Pero más allá de analizar estas nuevas cepas de feminismo, qué dicen y por qué cobran visibilidad ahora, un pequeño desvío para narrar la envalentonada -e intencionada- decisión de uno de los diarios más masivos a nivel global de publicar una editorial que plantea que la única manera de arreglar el entorno laboral, a todas luces desigual, es convertir a las mujeres en ciudadanas de segunda clase -o más bien sostener el status quo para que lo sigan siendo. Como dice la crítica y escritora Sophie Gilbert, esta publicación es como escuchar a alguien que, mientras observa un tsunami arrasar una ciudad costera, se queja de la cantidad de residuos que hay.
Un discurso berreta con un timing perfecto.
Quizás esta época en particular, en que muchos gobiernos (incluyendo EE.UU., pero también otros del sur global como el de Argentina) están desfinanciando políticas públicas y redes de protección de mujeres y minorías, cerrando instituciones y espacios de contención para ellas, con brechas de género que crecen día a día y no solo en el trabajo, sino también en la representación política y ciudadana, e incluso en la semana en la que ni ser una presidenta electa por voto popular te exime de recibir acoso callejero y ser criticada y revictimizada, no sea el mejor momento para seguir echándole la culpa a las mujeres de todo. En particular, siendo que la mayoría de las instituciones que rigen hoy este sistema en el que vivimos fueron construidas y están regidas por varones. O quizás, justamente, sí sea el mejor momento para algunos.
Pero antes de pasar a eso, quiero destacar algunos puntos más de esta charla del NYT en donde se señala que el gran problema es la feminización que trae consigo la enfermedad “woke” o la “ideología de género”, un término cuyo uso ha sido muy criticado, ya que es una forma de decir que algo está “politizado”, pero con una connotación negativa; si bien, casualmente, la politización hacia la derecha no parece demonizarse o discutirse ni con tanto fervor ni tan seguido, al menos en los medios mainstream.

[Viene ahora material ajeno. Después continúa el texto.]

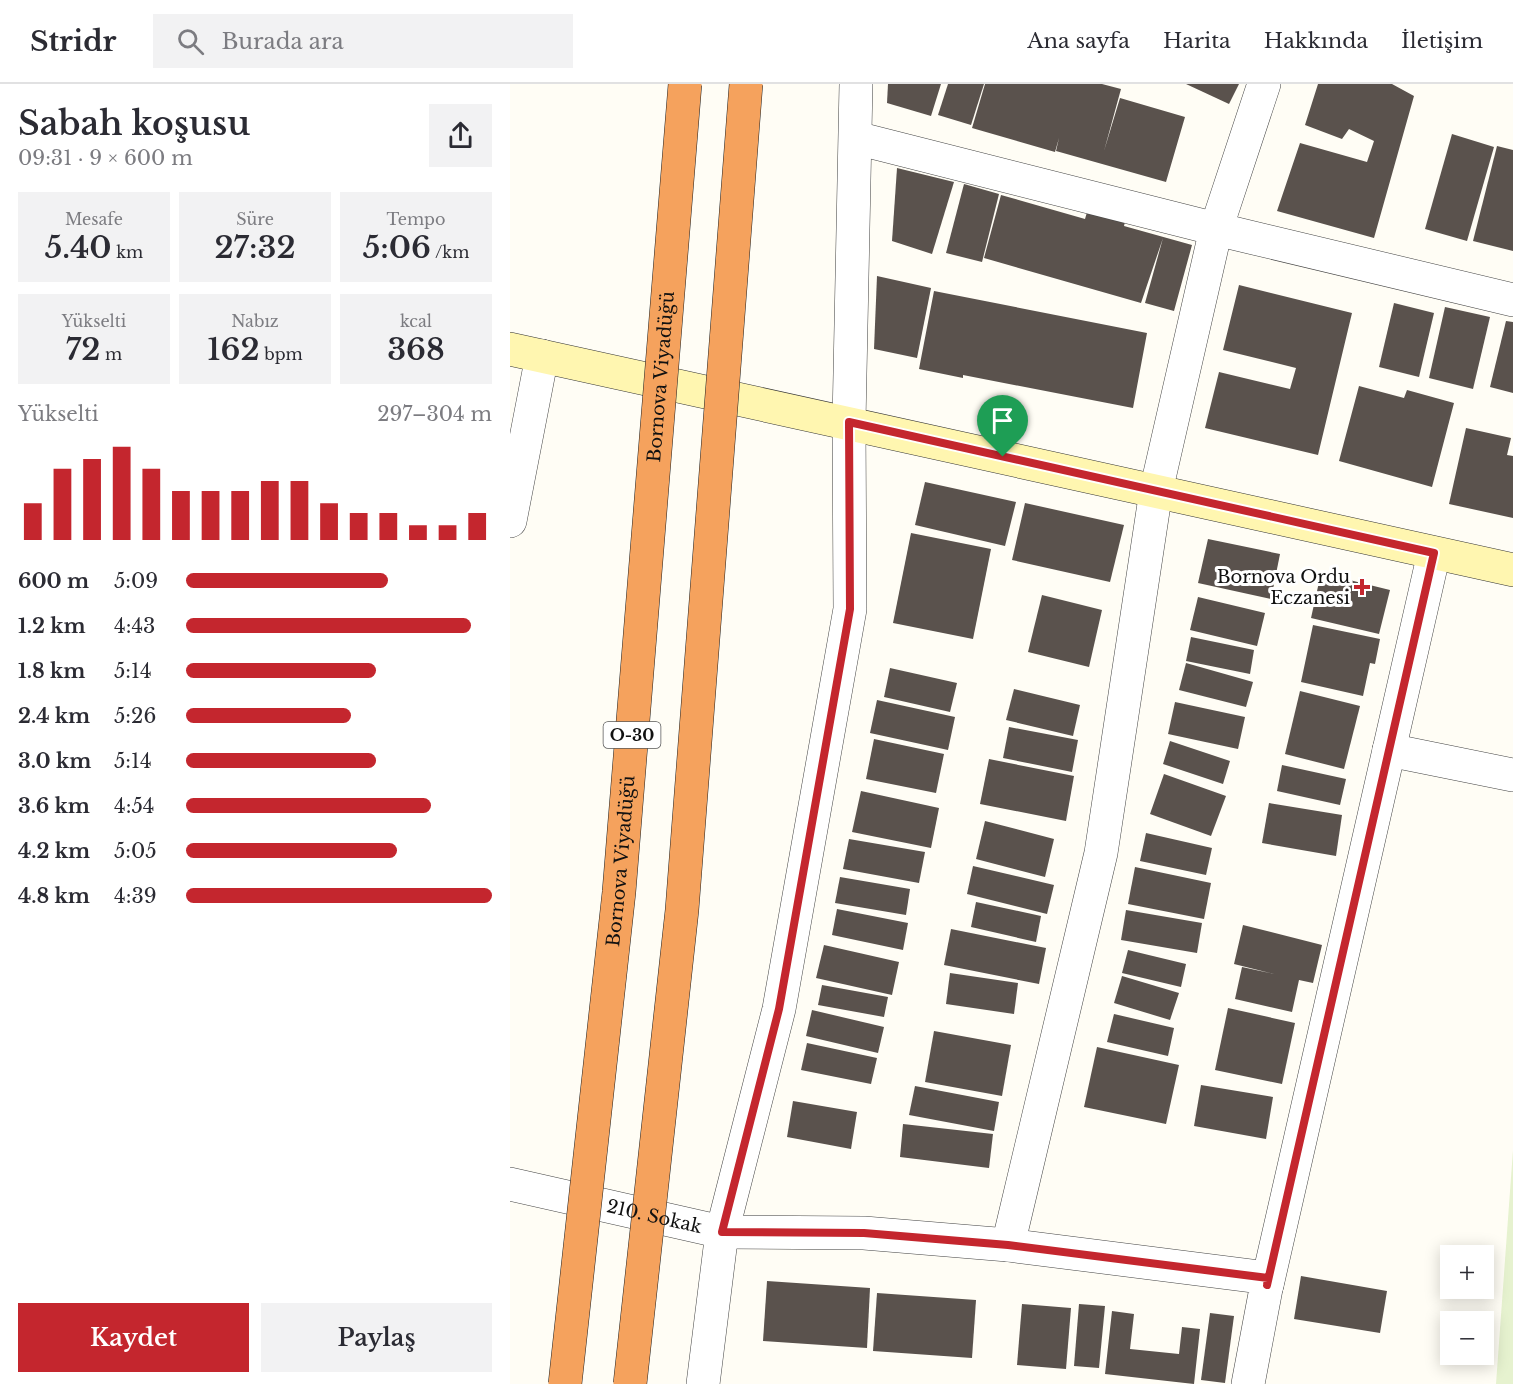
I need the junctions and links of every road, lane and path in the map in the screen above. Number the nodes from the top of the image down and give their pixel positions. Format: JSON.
{"nodes":[{"id":1,"x":685,"y":84,"type":"edge"},
{"id":2,"x":746,"y":84,"type":"edge"},
{"id":3,"x":856,"y":84,"type":"edge"},
{"id":4,"x":1264,"y":84,"type":"edge"},
{"id":5,"x":856,"y":138,"type":"junction"},
{"id":6,"x":1216,"y":229,"type":"junction"},
{"id":7,"x":1513,"y":300,"type":"edge"},
{"id":8,"x":510,"y":349,"type":"edge"},
{"id":9,"x":542,"y":356,"type":"junction"},
{"id":10,"x":849,"y":422,"type":"junction"},
{"id":11,"x":1156,"y":491,"type":"junction"},
{"id":12,"x":510,"y":521,"type":"edge"},
{"id":13,"x":1434,"y":553,"type":"junction"},
{"id":14,"x":1513,"y":570,"type":"edge"},
{"id":15,"x":1389,"y":750,"type":"junction"},
{"id":16,"x":1513,"y":775,"type":"edge"},
{"id":17,"x":510,"y":1184,"type":"edge"},
{"id":18,"x":722,"y":1232,"type":"junction"},
{"id":19,"x":1008,"y":1245,"type":"junction"},
{"id":20,"x":1267,"y":1285,"type":"junction"},
{"id":21,"x":565,"y":1384,"type":"edge"},
{"id":22,"x":630,"y":1384,"type":"edge"},
{"id":23,"x":703,"y":1384,"type":"edge"},
{"id":24,"x":1248,"y":1384,"type":"edge"}],
"edges":[{"from":1,"to":21,"type":"highway","name":"Bornova Viyadüğü","number":"O-30","bridge":true},
{"from":2,"to":22,"type":"highway","bridge":true},
{"from":3,"to":5,"type":"street"},
{"from":4,"to":6,"type":"street"},
{"from":5,"to":6,"type":"street"},
{"from":5,"to":10,"type":"street"},
{"from":6,"to":7,"type":"street"},
{"from":6,"to":11,"type":"street"},
{"from":8,"to":9,"type":"main road"},
{"from":9,"to":10,"type":"main road"},
{"from":9,"to":12,"type":"street"},
{"from":10,"to":11,"type":"main road"},
{"from":10,"to":18,"type":"street"},
{"from":11,"to":13,"type":"main road"},
{"from":11,"to":19,"type":"street"},
{"from":13,"to":14,"type":"main road"},
{"from":13,"to":15,"type":"street"},
{"from":15,"to":16,"type":"street"},
{"from":15,"to":20,"type":"street"},
{"from":17,"to":18,"type":"street","name":"210. Sokak"},
{"from":18,"to":19,"type":"street","name":"210. Sokak"},
{"from":18,"to":23,"type":"street"},
{"from":19,"to":20,"type":"street","name":"210. Sokak"},
{"from":20,"to":24,"type":"street"}]}
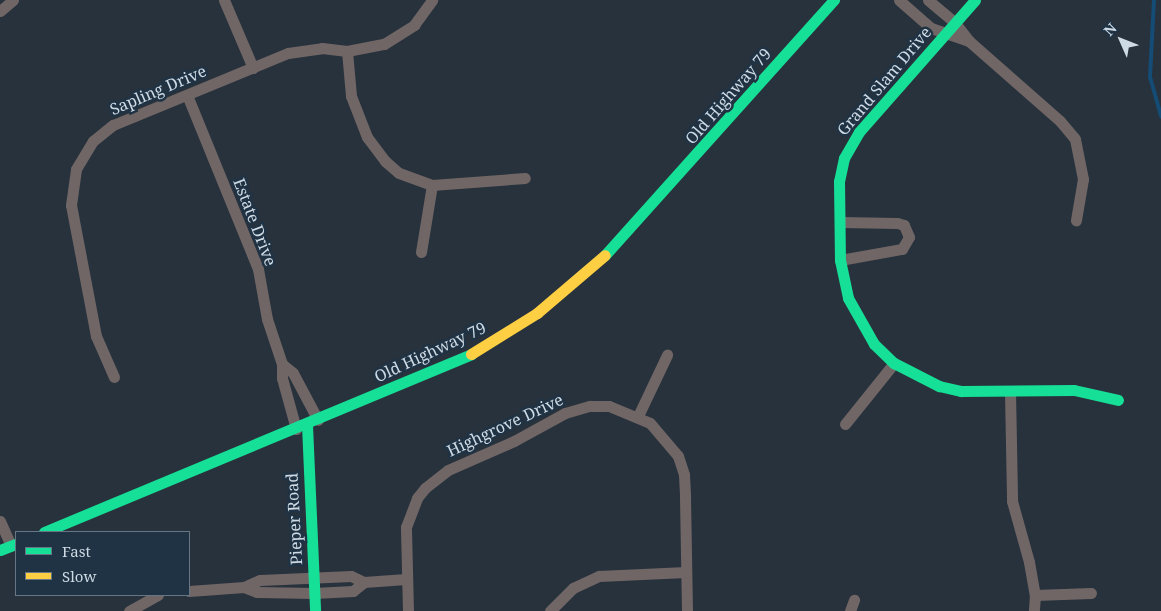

Además, estas posturas operan bajo la creencia casi infantil de que es posible hablar, pensar y existir en “neutral” (“Pilares de la civilización —la neutralidad, el estado de derecho— se politizaron repentinamente de una manera muy perjudicial”, se lamenta Andrews), y como si exhibir una posición política clara, aunque contraria a la de uno, impidiera un intercambio de ideas con rigor intelectual.
También vale aclarar que es bastante osado postular que la ley y las instituciones eran “neutrales” antes de la supuesta “plaga woke” o el #Metoo en lugares como EEUU. Por lo pronto, acá en Argentina venimos pidiendo por una reforma judicial hace años porque la justicia, aparte de funcionar mal en todo el espectro social, lo hace sin perspectiva de género, lo que, entre otras cosas, dio lugar a fallos terribles como el que inspira el film que este año compite por el Oscar representándonos ante el mundo (que fue luego revertido).
Yo digo, ¿qué tal con tener una mirada con perspectiva histórica y verdaderamente autocrítica? ¿Con culpar a la masculinidad de las atrocidades que vienen sucediendo, desde genocidios y desastres naturales hasta los estragos que produce la acumulación de riqueza (entre el año 2000 y 2024, el 1% más rico del mundo capturó el 41% de toda la nueva riqueza, en su mayoría varones)?
Estoy tentada a decirles a los del NYT, como el patriarca en Succession: “Ustedes no son gente seria”. Sin embargo, voy a volver a citar a Gilbert, que señala que el hecho de que los argumentos de Andrews sean selectivos y no estén respaldados por pruebas no parece preocupar a nadie —¿otra señal de lo degradado que está el nivel del debate político general?—, además de refutar que el ambiente laboral realmente se haya feminizado “en exceso”: ¿acaso todas esas mujeres que están “invadiendo” y ocupando la fuerza laboral de ese y otros países están en este cuarto con nosotras?
»El 85% de los republicanos en el Congreso son hombres. De enero a agosto, se estima que 212.000 mujeres abandonaron el mercado laboral estadounidense, mientras que 44.000 hombres consiguieron empleo; las mujeres negras están siendo excluidas desproporcionadamente —quizás incluso intencionadamente— de la administración pública federal. Según un nuevo análisis de The Ankler, solo cuatro de las 100 películas estadounidenses más taquilleras de 2025 han sido dirigidas o codirigidas por mujeres, etc.», dice Gilbert en The Atlantic.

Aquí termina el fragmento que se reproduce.